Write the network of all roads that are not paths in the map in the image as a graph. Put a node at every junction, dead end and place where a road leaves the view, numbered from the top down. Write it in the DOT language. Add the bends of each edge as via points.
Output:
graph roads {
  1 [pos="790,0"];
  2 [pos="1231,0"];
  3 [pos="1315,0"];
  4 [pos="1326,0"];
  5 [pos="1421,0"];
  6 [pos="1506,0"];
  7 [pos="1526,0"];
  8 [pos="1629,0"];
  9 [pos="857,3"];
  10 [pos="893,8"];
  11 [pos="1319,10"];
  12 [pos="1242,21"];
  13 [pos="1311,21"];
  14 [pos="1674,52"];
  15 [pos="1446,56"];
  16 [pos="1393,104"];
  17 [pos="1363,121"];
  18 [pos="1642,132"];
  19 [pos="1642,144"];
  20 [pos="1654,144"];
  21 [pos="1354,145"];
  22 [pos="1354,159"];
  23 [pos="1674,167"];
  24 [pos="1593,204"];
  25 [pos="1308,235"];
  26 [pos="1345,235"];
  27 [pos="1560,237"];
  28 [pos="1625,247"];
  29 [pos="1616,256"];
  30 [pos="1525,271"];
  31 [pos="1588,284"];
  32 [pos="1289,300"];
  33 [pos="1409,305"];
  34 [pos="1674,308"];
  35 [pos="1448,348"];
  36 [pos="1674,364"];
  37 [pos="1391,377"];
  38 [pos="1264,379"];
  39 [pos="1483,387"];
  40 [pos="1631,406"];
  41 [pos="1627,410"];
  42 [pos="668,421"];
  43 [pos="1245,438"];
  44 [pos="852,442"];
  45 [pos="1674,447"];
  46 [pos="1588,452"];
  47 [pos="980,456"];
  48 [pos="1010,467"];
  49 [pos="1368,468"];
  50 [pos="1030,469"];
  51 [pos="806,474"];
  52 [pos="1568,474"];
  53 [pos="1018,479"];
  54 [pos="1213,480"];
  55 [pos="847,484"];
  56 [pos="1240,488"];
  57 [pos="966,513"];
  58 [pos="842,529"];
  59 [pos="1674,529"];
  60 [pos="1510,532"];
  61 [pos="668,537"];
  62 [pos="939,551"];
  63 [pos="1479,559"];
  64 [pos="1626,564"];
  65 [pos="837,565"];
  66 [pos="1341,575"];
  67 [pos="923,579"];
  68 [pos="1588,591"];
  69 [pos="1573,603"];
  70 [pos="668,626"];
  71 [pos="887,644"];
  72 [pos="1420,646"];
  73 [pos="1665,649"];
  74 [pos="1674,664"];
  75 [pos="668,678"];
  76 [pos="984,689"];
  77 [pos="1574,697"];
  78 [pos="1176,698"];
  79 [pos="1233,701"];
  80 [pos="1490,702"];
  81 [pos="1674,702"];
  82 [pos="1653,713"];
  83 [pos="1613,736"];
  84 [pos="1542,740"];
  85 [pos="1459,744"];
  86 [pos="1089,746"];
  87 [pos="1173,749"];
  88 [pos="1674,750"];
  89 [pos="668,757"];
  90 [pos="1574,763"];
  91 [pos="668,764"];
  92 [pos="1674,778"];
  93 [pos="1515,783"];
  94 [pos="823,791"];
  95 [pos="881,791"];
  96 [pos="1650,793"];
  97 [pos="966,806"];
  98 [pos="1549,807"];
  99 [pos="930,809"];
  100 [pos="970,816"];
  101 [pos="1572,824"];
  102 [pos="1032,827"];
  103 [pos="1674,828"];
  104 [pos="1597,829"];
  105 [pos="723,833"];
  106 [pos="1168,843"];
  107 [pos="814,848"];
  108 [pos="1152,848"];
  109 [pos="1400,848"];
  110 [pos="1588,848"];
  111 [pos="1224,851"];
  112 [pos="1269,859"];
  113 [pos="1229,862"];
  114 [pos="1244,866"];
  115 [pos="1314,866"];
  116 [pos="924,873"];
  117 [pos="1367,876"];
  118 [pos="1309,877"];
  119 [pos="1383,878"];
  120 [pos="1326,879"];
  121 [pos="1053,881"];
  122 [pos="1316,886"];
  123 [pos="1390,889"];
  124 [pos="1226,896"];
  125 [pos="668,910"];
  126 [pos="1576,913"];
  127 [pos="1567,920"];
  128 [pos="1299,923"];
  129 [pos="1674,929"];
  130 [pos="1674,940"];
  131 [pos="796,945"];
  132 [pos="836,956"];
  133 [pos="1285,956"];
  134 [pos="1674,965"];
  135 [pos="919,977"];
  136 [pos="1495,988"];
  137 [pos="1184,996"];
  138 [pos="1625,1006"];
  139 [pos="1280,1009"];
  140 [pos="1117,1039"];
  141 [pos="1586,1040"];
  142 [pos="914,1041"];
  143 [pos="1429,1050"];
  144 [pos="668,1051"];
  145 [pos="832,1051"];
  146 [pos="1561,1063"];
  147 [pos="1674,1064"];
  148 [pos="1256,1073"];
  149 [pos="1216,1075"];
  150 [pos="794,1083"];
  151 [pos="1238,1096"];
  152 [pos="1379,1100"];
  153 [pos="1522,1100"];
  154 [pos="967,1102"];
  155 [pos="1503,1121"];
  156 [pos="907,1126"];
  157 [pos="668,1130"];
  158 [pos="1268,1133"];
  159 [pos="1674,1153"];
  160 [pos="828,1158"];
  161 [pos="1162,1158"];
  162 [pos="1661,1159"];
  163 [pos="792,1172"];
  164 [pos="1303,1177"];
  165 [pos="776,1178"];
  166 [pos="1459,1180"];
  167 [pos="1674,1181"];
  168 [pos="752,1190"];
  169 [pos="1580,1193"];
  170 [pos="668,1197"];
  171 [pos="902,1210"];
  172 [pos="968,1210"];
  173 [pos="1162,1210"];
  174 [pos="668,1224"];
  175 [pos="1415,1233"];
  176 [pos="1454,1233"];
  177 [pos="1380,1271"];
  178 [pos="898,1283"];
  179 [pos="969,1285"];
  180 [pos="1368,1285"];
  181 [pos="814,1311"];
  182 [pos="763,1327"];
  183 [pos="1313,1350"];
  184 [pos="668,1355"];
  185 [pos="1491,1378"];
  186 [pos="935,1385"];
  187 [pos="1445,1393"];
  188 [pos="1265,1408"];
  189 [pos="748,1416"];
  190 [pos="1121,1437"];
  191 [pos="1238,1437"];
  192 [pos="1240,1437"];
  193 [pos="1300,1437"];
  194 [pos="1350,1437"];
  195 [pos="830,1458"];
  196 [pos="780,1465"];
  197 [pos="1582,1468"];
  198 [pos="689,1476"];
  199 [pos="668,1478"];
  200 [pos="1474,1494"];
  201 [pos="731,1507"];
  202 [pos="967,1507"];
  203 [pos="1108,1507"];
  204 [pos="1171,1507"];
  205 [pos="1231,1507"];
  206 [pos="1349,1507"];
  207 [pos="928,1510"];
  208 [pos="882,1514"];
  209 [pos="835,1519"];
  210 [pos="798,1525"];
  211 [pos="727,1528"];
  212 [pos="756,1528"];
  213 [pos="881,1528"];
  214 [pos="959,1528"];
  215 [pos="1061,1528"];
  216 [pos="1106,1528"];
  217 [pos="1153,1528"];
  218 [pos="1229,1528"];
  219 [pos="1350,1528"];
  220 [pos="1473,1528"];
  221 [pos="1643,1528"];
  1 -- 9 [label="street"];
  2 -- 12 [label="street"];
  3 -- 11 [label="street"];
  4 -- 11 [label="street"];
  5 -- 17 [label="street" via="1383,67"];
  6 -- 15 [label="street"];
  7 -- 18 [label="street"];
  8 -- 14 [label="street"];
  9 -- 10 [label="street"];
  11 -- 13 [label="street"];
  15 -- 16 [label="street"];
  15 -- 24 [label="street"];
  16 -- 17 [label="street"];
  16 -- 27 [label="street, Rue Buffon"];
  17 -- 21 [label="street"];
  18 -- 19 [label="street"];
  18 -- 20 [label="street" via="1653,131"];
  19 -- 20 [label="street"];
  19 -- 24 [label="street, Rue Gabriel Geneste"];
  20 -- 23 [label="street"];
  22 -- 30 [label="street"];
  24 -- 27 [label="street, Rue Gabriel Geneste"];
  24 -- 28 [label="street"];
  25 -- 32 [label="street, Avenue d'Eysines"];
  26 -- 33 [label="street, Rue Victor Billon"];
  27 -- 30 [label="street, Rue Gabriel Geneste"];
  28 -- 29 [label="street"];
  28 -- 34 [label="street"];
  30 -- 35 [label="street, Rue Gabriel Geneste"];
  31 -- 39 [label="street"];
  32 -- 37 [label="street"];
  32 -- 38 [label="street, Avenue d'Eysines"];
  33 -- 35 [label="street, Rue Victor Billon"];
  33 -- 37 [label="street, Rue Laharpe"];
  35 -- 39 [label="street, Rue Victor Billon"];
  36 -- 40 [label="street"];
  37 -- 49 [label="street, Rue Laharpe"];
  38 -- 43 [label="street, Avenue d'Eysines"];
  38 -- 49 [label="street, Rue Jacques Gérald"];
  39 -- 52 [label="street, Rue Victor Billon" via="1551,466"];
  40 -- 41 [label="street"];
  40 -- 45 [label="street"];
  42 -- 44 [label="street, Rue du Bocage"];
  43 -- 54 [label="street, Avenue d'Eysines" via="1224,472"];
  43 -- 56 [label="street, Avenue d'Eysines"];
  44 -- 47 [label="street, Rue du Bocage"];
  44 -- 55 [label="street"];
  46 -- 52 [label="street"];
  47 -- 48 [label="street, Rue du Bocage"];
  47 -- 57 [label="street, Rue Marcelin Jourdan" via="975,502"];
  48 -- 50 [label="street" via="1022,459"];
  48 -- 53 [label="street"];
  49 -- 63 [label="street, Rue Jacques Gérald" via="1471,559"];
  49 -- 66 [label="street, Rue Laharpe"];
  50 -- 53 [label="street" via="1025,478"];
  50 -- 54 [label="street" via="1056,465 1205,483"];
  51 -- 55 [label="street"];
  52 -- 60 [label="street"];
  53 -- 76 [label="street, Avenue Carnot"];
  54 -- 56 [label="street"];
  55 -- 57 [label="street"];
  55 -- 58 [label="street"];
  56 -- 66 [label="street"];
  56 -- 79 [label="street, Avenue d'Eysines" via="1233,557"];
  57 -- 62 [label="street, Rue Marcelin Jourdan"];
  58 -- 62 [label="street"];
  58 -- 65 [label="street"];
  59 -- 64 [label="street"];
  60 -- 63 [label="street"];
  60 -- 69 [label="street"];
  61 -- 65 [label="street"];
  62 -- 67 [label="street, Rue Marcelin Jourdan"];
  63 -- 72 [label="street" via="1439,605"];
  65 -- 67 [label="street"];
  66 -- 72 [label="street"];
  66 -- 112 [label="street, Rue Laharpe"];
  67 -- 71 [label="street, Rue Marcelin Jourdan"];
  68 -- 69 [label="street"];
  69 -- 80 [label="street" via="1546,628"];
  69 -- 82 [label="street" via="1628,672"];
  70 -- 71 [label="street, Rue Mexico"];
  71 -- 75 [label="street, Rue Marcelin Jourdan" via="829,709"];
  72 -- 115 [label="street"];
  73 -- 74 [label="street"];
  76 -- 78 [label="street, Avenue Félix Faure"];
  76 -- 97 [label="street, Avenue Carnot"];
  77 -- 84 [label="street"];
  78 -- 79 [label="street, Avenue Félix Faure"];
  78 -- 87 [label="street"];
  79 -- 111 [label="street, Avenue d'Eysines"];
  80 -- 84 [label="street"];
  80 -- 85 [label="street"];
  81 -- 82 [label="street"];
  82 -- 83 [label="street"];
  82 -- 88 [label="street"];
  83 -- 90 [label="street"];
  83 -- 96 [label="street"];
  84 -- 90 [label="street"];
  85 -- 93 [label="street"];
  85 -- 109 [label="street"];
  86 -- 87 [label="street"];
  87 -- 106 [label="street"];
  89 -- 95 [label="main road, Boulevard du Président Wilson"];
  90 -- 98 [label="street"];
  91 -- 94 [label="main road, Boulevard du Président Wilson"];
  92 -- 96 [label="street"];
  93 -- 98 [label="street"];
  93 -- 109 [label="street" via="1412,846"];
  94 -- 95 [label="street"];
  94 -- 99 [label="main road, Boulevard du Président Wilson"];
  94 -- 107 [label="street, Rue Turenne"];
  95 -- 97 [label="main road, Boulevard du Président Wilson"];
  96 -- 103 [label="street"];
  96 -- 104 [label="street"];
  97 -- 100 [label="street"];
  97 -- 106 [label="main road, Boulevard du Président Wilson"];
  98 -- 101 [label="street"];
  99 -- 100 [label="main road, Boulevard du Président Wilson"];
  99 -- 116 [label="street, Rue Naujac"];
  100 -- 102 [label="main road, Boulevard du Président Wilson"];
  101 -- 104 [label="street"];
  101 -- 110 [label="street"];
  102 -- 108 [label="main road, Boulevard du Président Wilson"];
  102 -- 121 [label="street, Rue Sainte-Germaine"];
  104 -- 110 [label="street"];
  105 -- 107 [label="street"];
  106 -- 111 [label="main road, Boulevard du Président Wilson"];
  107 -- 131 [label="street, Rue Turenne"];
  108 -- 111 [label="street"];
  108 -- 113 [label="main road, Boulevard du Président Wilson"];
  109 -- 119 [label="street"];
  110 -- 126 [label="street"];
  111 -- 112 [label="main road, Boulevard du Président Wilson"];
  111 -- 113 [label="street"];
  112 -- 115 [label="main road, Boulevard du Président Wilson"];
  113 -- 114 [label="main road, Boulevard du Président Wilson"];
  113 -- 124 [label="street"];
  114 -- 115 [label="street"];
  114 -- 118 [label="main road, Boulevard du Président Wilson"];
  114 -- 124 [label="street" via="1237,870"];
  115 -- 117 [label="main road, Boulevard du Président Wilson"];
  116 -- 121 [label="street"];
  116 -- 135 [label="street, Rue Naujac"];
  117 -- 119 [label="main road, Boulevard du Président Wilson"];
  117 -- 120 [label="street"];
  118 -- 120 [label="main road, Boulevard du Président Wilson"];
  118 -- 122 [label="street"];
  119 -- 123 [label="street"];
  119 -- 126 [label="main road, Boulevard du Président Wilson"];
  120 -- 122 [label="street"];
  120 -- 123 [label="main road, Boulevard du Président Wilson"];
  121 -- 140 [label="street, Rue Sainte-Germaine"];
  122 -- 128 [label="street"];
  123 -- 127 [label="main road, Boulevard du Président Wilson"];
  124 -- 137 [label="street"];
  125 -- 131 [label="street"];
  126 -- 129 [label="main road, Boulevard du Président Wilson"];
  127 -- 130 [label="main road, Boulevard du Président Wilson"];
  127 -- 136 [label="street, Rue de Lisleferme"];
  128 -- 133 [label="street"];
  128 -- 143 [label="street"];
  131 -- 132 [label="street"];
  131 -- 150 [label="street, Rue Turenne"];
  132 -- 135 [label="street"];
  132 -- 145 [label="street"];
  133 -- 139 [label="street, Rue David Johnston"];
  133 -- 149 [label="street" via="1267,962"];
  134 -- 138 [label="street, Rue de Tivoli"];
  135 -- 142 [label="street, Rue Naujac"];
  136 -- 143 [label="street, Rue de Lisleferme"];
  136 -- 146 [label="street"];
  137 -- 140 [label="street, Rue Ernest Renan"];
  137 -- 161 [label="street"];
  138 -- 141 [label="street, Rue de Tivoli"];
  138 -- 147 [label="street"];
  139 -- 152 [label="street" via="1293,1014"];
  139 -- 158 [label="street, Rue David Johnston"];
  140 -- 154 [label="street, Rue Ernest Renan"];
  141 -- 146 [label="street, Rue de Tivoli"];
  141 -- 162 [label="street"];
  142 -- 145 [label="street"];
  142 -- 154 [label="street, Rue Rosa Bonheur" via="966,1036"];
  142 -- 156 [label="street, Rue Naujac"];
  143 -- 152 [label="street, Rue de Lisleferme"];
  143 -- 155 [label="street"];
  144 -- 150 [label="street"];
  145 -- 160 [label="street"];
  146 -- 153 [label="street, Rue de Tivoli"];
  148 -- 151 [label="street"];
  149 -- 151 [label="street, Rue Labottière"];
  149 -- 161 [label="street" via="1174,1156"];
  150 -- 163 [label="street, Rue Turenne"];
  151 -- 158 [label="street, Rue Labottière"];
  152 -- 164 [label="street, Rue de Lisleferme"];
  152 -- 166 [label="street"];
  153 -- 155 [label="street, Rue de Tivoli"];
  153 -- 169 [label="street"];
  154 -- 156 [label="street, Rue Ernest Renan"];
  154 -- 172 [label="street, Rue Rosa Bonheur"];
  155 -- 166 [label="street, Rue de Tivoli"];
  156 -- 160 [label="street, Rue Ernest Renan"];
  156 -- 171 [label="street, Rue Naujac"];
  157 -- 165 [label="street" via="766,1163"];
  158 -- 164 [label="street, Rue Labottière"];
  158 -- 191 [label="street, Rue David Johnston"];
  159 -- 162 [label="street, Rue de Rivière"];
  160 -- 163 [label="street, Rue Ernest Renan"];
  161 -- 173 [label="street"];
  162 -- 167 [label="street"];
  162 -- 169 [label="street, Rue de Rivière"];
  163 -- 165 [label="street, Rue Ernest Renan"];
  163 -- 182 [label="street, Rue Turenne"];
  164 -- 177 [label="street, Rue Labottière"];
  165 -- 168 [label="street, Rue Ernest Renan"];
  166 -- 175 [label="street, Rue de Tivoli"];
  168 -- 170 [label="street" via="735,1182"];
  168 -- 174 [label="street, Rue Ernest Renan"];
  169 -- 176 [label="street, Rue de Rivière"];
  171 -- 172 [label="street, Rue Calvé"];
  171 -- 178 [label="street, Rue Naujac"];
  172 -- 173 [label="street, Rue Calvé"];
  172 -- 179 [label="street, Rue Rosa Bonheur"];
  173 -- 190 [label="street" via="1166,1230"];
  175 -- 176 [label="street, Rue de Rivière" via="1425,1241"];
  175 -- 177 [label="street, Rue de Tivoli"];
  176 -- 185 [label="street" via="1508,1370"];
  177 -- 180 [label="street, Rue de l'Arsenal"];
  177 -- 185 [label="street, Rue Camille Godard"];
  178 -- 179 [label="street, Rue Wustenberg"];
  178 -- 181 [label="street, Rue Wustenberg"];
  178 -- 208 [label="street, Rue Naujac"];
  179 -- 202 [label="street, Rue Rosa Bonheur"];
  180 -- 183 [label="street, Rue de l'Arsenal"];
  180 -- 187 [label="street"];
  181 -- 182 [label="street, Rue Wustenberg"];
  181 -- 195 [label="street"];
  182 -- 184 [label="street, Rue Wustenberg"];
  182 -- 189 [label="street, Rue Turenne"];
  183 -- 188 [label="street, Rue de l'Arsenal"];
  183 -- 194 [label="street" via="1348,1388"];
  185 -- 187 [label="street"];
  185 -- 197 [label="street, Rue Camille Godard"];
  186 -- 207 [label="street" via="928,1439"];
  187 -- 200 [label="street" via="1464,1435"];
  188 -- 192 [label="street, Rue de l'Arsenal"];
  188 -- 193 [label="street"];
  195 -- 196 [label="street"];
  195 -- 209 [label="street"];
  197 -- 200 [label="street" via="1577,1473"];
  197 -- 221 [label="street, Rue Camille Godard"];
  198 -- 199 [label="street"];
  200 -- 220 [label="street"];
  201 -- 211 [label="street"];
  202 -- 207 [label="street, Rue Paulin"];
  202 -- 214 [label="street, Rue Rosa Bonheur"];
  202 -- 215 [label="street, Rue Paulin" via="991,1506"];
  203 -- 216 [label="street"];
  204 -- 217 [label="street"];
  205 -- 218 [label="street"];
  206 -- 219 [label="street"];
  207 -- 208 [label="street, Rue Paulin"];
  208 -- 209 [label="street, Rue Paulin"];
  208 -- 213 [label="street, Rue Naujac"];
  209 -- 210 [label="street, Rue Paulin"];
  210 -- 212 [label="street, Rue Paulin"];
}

━━━━━━━━

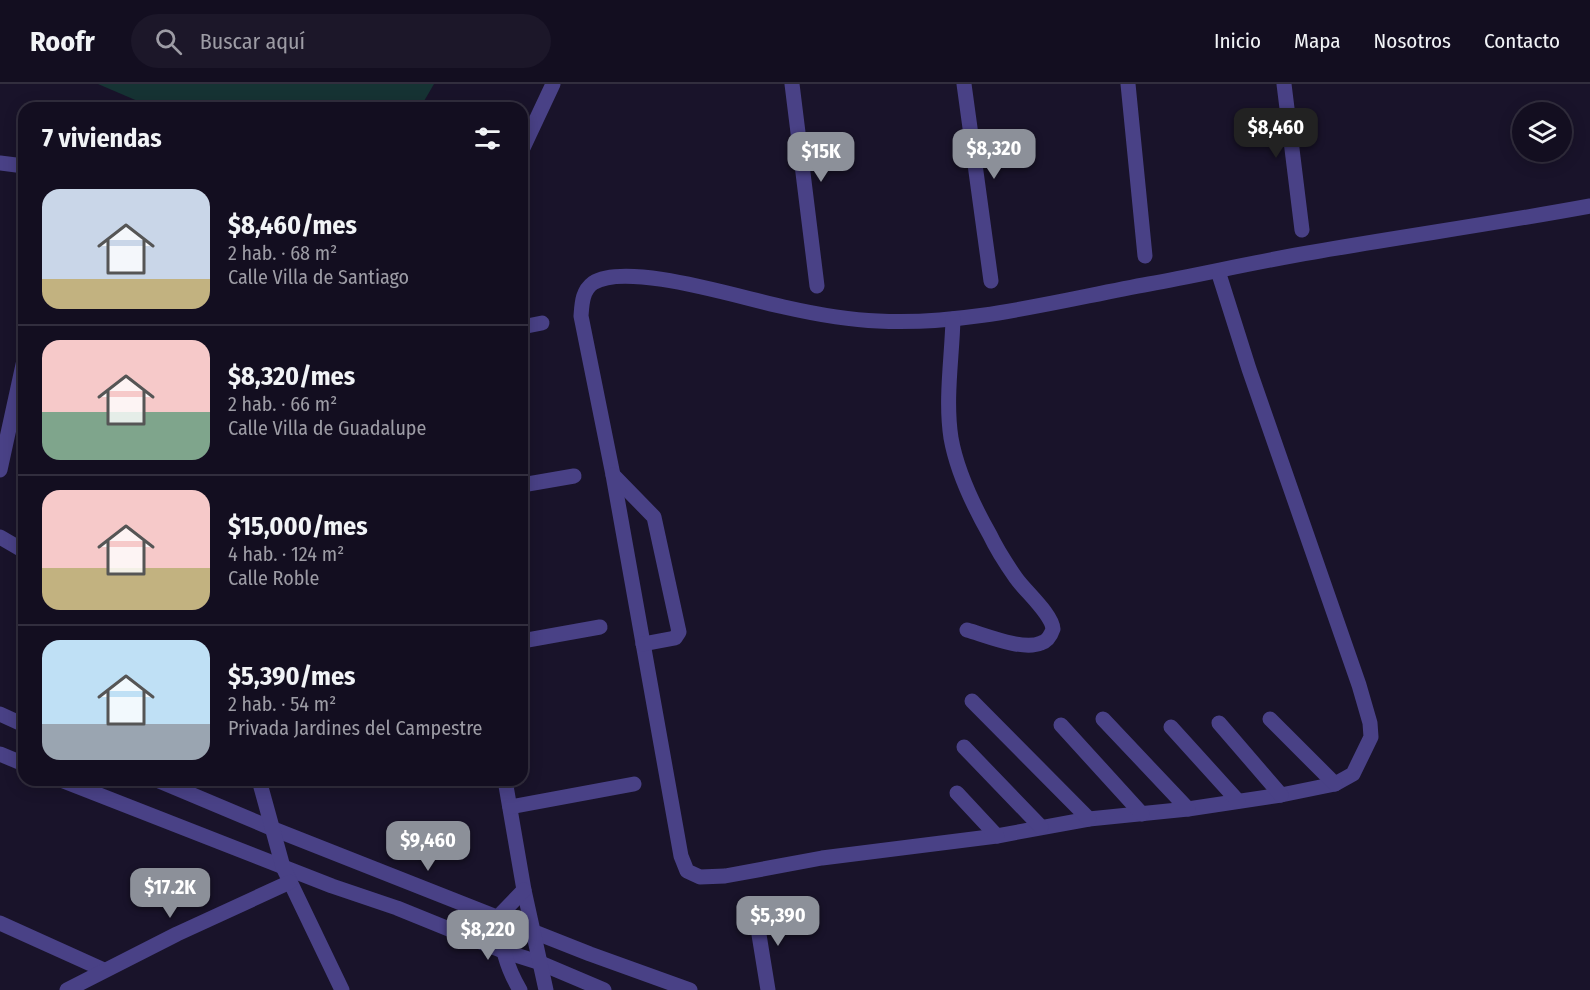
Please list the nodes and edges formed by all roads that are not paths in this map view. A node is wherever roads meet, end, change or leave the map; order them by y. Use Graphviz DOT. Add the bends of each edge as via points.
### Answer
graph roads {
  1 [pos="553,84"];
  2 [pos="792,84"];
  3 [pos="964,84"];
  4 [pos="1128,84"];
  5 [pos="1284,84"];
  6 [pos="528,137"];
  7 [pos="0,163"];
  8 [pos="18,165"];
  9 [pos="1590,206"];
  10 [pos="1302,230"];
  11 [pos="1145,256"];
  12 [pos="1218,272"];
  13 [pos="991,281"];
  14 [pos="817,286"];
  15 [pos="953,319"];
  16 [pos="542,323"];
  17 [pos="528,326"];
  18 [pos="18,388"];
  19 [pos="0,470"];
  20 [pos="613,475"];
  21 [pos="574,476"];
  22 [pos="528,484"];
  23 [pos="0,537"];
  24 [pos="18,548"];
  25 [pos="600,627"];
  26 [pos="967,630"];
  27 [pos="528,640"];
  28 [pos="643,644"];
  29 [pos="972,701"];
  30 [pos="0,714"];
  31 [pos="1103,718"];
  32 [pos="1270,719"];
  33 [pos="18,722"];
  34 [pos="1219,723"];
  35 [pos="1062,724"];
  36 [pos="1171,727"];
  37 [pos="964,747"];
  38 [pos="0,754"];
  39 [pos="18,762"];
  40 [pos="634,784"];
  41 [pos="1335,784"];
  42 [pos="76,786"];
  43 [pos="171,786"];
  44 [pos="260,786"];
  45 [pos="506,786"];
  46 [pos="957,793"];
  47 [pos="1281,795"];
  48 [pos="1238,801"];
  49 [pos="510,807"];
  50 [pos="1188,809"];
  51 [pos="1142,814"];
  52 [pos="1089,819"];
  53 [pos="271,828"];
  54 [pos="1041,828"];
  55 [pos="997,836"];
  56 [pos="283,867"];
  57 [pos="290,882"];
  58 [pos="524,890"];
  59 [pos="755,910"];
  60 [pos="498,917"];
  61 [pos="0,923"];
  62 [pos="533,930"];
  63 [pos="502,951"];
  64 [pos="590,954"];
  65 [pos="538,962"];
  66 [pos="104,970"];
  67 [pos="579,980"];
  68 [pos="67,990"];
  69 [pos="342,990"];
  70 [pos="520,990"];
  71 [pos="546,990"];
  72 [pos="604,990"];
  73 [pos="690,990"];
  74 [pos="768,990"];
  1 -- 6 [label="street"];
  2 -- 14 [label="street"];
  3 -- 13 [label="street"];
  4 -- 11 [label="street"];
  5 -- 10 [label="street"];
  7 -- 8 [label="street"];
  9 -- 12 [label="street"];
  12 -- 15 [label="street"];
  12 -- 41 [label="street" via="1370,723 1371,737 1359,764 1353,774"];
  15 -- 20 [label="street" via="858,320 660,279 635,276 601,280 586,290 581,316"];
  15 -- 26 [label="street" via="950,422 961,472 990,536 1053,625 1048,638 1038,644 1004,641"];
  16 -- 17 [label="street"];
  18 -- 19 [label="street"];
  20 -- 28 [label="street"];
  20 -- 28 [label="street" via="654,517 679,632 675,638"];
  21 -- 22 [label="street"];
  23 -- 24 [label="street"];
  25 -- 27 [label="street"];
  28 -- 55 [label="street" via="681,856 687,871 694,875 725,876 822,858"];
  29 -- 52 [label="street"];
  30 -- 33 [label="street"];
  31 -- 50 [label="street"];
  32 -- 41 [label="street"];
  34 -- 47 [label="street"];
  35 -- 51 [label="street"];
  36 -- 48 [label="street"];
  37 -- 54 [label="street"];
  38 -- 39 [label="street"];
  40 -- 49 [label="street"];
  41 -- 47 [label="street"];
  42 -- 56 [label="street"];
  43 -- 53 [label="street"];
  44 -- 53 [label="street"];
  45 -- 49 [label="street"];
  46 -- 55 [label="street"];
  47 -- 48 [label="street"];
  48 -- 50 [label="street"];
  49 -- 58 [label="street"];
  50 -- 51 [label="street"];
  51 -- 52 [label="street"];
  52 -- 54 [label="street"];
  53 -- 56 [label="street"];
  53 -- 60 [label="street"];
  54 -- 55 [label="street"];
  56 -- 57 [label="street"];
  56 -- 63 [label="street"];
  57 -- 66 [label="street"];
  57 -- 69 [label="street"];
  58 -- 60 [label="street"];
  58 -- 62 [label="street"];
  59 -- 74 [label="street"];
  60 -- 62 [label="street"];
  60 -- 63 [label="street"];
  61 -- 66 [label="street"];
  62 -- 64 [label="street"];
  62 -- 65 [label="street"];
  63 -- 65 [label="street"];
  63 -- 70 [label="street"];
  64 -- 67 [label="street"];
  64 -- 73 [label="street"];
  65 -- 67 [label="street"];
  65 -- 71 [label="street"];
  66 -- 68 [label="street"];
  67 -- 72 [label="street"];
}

━━━━━━━━

Across the listing above, report every line where "Laharpe" occurs.

  33 -- 37 [label="street, Rue Laharpe"];
  37 -- 49 [label="street, Rue Laharpe"];
  49 -- 66 [label="street, Rue Laharpe"];
  66 -- 112 [label="street, Rue Laharpe"];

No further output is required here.